When CPU utilization on an ApsaraDB RDS for SQL Server instance is high — including spikes to 100% — the root cause typically falls into one of three categories. Use the table below to identify your situation, then follow the corresponding resolution steps.

Before performing high-risk operations such as modifying instance configurations or data, check the disaster recovery and fault tolerance capabilities of the instance to ensure data security. We recommend that you create snapshots or enable backup (for example, enable log backup for an RDS instance) before making any changes. If you have exposed sensitive information such as usernames or passwords in the Alibaba Cloud Management Console, modify that information at the earliest opportunity.

Symptom	Likely cause
QPS and CPU utilization rise together; no slow queries	High application load
Slow queries present; QPS and CPU curves do not match; high I/O per query	Excessive I/O from table scans
High CPU with parallel query execution; CXPACKET waits prominent	Excessive parallelism (CXPACKET waits)

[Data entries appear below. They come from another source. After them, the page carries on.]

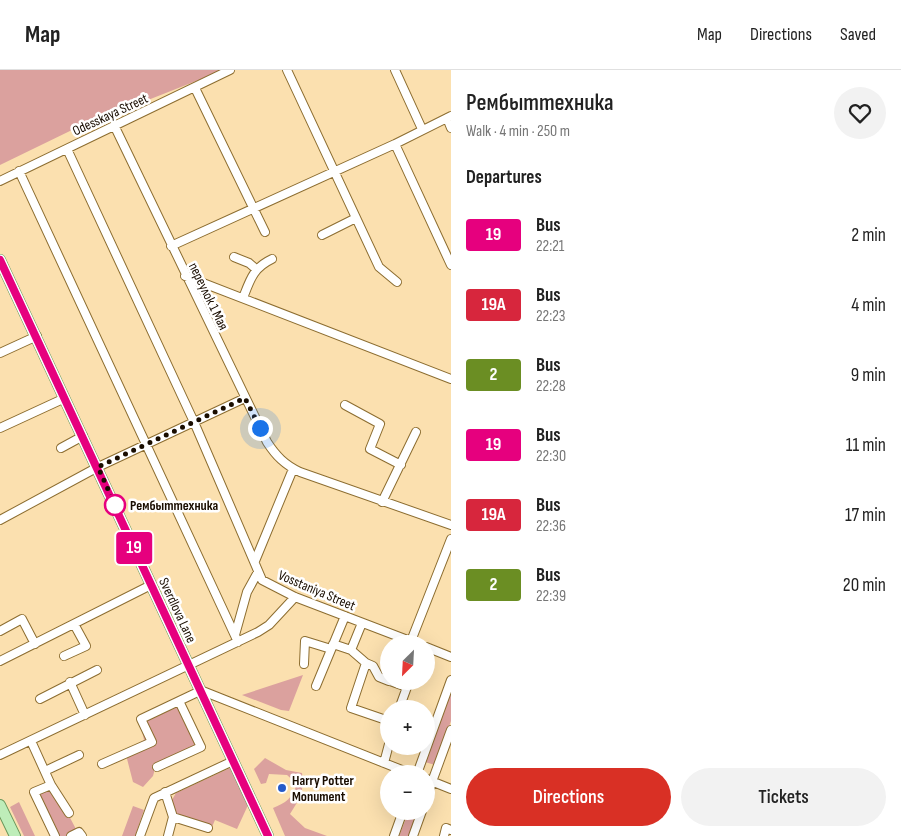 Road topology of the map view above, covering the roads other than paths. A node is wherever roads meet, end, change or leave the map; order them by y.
1 (230, 70) edge
2 (287, 70) edge
3 (395, 70) edge
4 (195, 88) junction
5 (449, 117) edge
6 (114, 125) junction
7 (451, 128) edge
8 (422, 129) junction
9 (395, 144) junction
10 (66, 149) junction
11 (334, 171) junction
12 (19, 172) junction
13 (0, 181) edge
14 (254, 207) junction
15 (356, 218) junction
16 (265, 232) dead end
17 (322, 235) dead end
18 (171, 246) junction
19 (234, 257) dead end
20 (272, 259) dead end
21 (451, 265) edge
22 (1, 266) edge
23 (256, 269) junction
24 (185, 276) junction
25 (397, 282) dead end
26 (243, 298) junction
27 (37, 336) junction
28 (0, 353) edge
29 (451, 379) edge
30 (65, 398) junction
31 (245, 398) junction
32 (345, 405) dead end
33 (194, 422) junction
34 (0, 428) edge
35 (416, 432) dead end
36 (83, 436) junction
37 (146, 445) junction
38 (61, 448) dead end
39 (401, 465) junction
40 (98, 467) junction
41 (293, 469) junction
42 (382, 502) junction
43 (0, 520) edge
44 (451, 525) edge
45 (451, 539) edge
46 (255, 561) junction
47 (258, 572) junction
48 (150, 585) junction
49 (295, 597) junction
50 (345, 616) junction
51 (362, 623) junction
52 (74, 624) junction
53 (0, 631) edge
54 (395, 635) edge
55 (417, 635) edge
56 (236, 638) junction
57 (35, 644) junction
58 (332, 647) junction
59 (351, 650) junction
60 (435, 651) edge
61 (64, 656) dead end
62 (451, 657) edge
63 (0, 661) edge
64 (366, 663) junction
65 (304, 664) dead end
66 (188, 667) junction
67 (97, 670) dead end
68 (380, 677) edge
69 (451, 680) edge
70 (70, 682) junction
71 (316, 686) dead end
72 (200, 690) junction
73 (40, 699) dead end
74 (178, 701) junction
75 (85, 715) junction
76 (380, 718) edge
77 (451, 730) edge
78 (31, 741) junction
79 (79, 754) dead end
80 (0, 755) edge
81 (386, 755) edge
82 (233, 762) junction
83 (384, 763) junction
84 (102, 764) dead end
85 (389, 765) edge
86 (420, 765) edge
87 (435, 766) edge
88 (157, 767) dead end
89 (45, 771) junction
90 (435, 782) edge
91 (51, 785) junction
92 (451, 788) edge
93 (165, 792) junction
94 (0, 805) edge
95 (70, 813) dead end
96 (173, 817) junction
97 (400, 820) edge
98 (418, 820) edge
99 (208, 828) dead end
100 (451, 830) edge
101 (14, 836) edge
102 (55, 836) edge
103 (72, 836) edge
104 (82, 836) edge
105 (140, 836) edge
106 (168, 836) edge
107 (268, 836) edge
108 (394, 836) edge
109 (412, 836) edge
110 (444, 836) edge

1 - 4 street, Odesskaya Street
2 - 11 street
3 - 8 street
4 - 6 street, Odesskaya Street
4 - 14 street
5 - 7 street
5 - 8 street
6 - 10 street, Odesskaya Street
6 - 18 street, переулок 1 Мая
8 - 9 street
9 - 11 street
9 - 21 street
10 - 12 street, Odesskaya Street
10 - 33 street
11 - 14 street
11 - 15 street
12 - 13 street, Odesskaya Street
12 - 37 street
14 - 16 street
14 - 18 street
15 - 17 street
15 - 25 street
18 - 24 street, переулок 1 Мая
19 - 23 street
20 - 23 street
22 - 27 main road, Sverdlova Lane
23 - 26 street
24 - 26 street
24 - 31 street, переулок 1 Мая
26 - 29 street
27 - 28 street
27 - 30 main road, Sverdlova Lane
30 - 34 street
30 - 36 main road, Sverdlova Lane
31 - 33 street
31 - 41 street, переулок 1 Мая
32 - 39 street
33 - 37 street
33 - 46 street
35 - 39 street
36 - 38 street
36 - 40 main road, Sverdlova Lane
37 - 40 street
37 - 56 street
39 - 42 street
40 - 43 street
40 - 48 main road, Sverdlova Lane
41 - 42 street
41 - 46 street
42 - 44 street
45 - 55 street
46 - 47 street
47 - 49 street, Vosstaniya Street
47 - 56 street
48 - 52 street
48 - 66 main road, Sverdlova Lane
49 - 50 street, Vosstaniya Street
49 - 56 street
50 - 51 street, Vosstaniya Street
50 - 58 street
51 - 54 street, Vosstaniya Street
51 - 59 street
52 - 57 street
52 - 61 street
53 - 57 street
56 - 66 street
57 - 63 street
58 - 59 street
58 - 65 street
58 - 71 street
59 - 64 street
60 - 62 street
64 - 68 street
64 - 76 street
66 - 72 main road, Sverdlova Lane
66 - 75 street
67 - 70 street
69 - 86 street
70 - 73 street
70 - 75 street
72 - 74 street
72 - 82 main road, Sverdlova Lane
72 - 83 street
74 - 84 street
74 - 88 street
75 - 78 street
77 - 87 street
78 - 80 street
78 - 89 street
79 - 89 street
81 - 83 street
82 - 93 street
82 - 107 main road, Sverdlova Lane
83 - 85 street
89 - 91 street
90 - 92 street
91 - 95 street
91 - 102 street
93 - 96 street
93 - 105 street
94 - 101 main road
96 - 99 street
96 - 106 street
97 - 108 street
98 - 109 street
100 - 110 street
103 - 104 street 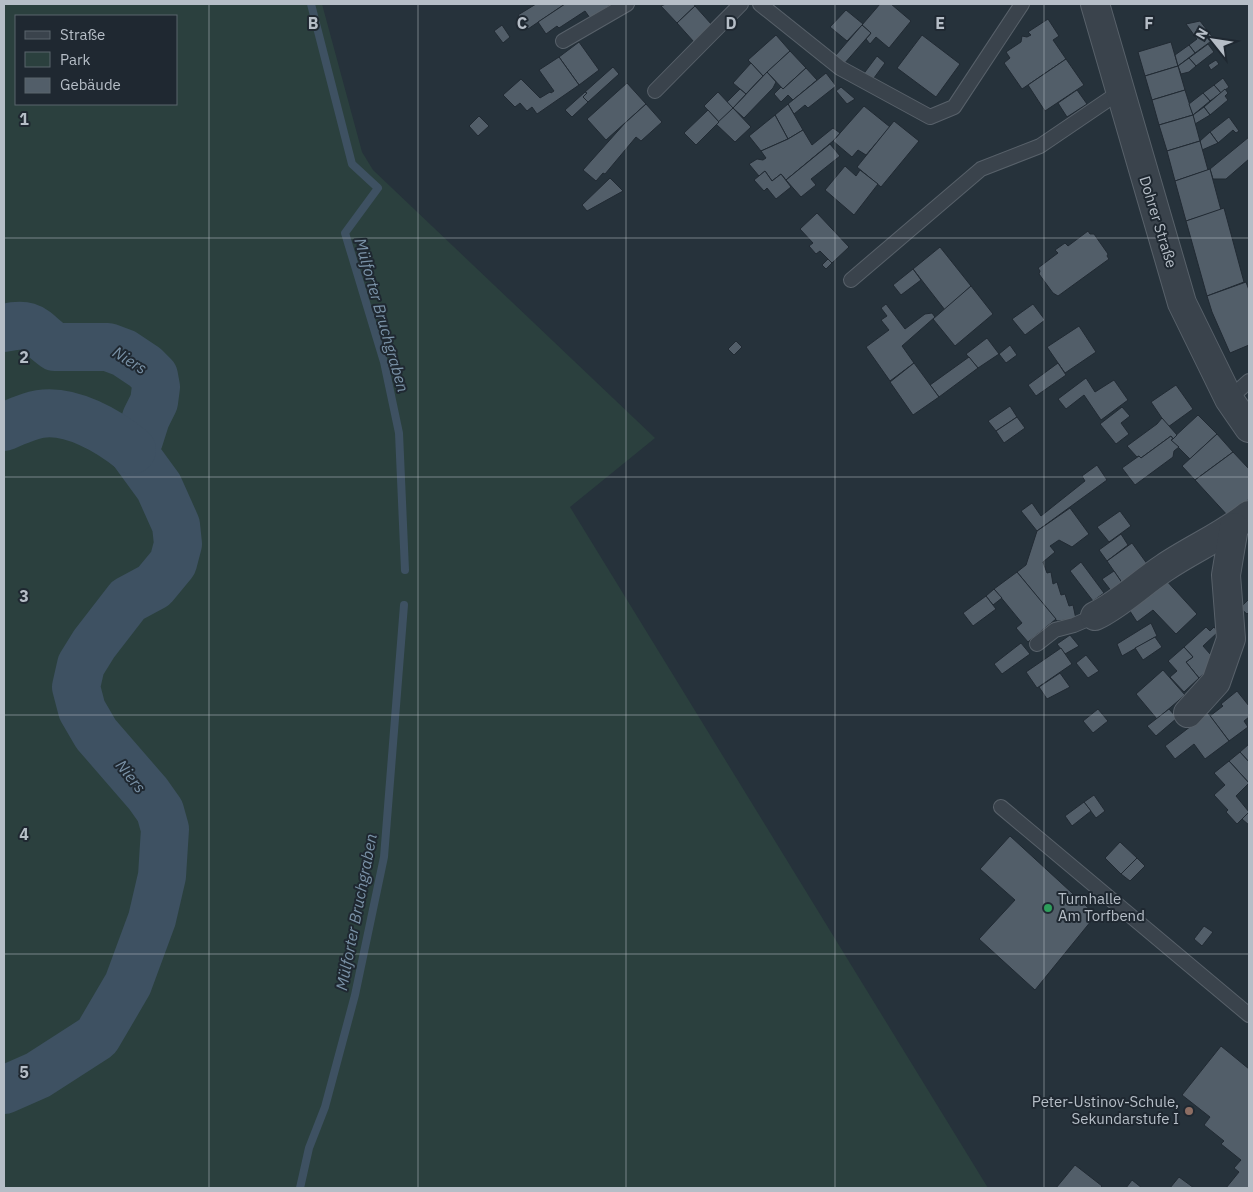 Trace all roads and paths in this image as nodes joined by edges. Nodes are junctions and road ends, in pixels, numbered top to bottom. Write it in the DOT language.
graph roads {
  1 [pos="627,4"];
  2 [pos="741,4"];
  3 [pos="760,4"];
  4 [pos="1022,4"];
  5 [pos="1095,4"];
  6 [pos="563,41"];
  7 [pos="655,91"];
  8 [pos="1121,91"];
  9 [pos="851,280"];
  10 [pos="1249,381"];
  11 [pos="1229,399"];
  12 [pos="1249,428"];
  13 [pos="1242,521"];
  14 [pos="1095,616"];
  15 [pos="1037,644"];
  16 [pos="1188,713"];
  17 [pos="1002,807"];
  18 [pos="1249,1015"];
  1 -- 6 [label="lane"];
  2 -- 7 [label="lane"];
  3 -- 4 [label="lane"];
  5 -- 8 [label="street, Dohrer Straße"];
  8 -- 9 [label="lane"];
  8 -- 11 [label="street, Dohrer Straße"];
  10 -- 11 [label="lane"];
  11 -- 12 [label="street, Dohrer Straße"];
  13 -- 14 [label="street"];
  13 -- 16 [label="street"];
  14 -- 15 [label="lane"];
  17 -- 18 [label="lane"];
} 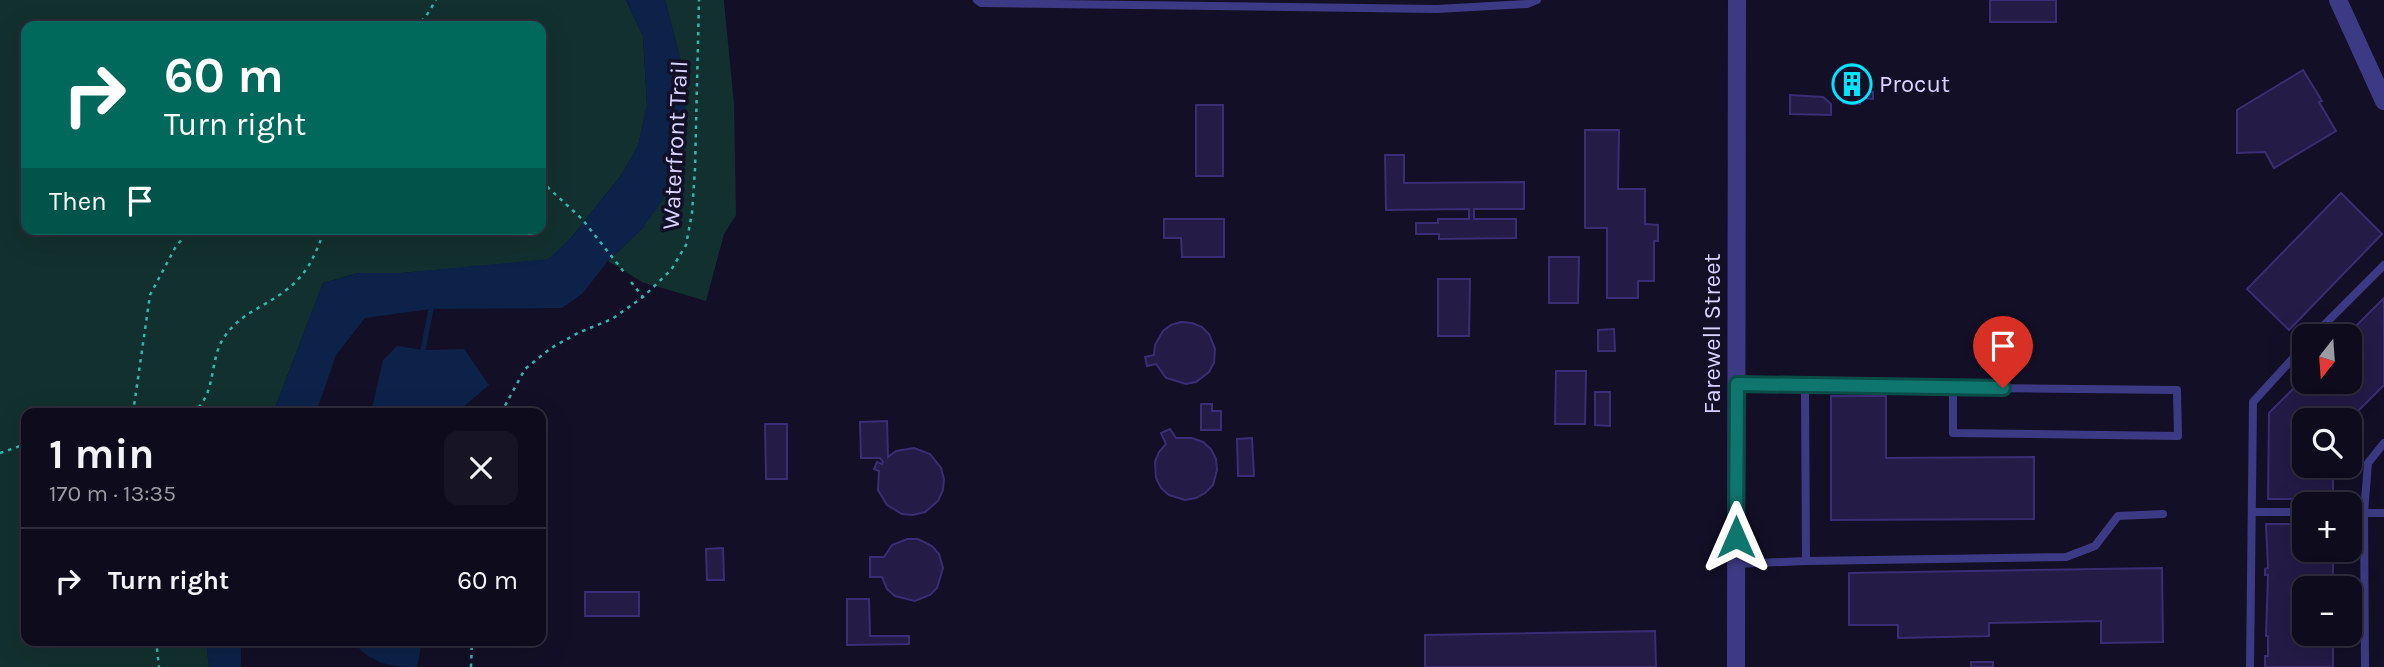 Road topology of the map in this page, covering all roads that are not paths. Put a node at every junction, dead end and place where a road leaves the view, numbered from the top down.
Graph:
1 (977, 0) edge
2 (1537, 0) edge
3 (1737, 0) edge
4 (2338, 0) edge
5 (2384, 101) edge
6 (2384, 265) edge
7 (2325, 324) edge
8 (2292, 359) edge
9 (1737, 384) junction
10 (1805, 386) junction
11 (1953, 387) junction
12 (2384, 443) edge
13 (2252, 512) junction
14 (2292, 512) edge
15 (2364, 513) junction
16 (2384, 513) edge
17 (2163, 514) dead end
18 (1806, 561) junction
19 (1736, 564) junction
20 (1735, 667) edge
21 (2250, 667) edge
22 (2365, 667) edge

1 - 2 lane
3 - 9 street, Farewell Street
4 - 5 street
6 - 7 lane
8 - 13 lane
9 - 10 lane
9 - 19 street, Farewell Street
10 - 11 lane
10 - 18 lane
11 - 11 lane
12 - 15 lane
13 - 14 lane
13 - 21 lane
15 - 16 lane
15 - 22 lane
17 - 18 lane
18 - 19 lane
19 - 20 street, Farewell Street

Excessive parallelism (CXPACKET waits)

Identify the cause

When SQL Server executes queries in parallel, threads process unequal amounts of data. Faster threads wait for slower threads to finish before combining results — these are CXPACKET waits. When accumulated CXPACKET wait time is high, CPU utilization rises.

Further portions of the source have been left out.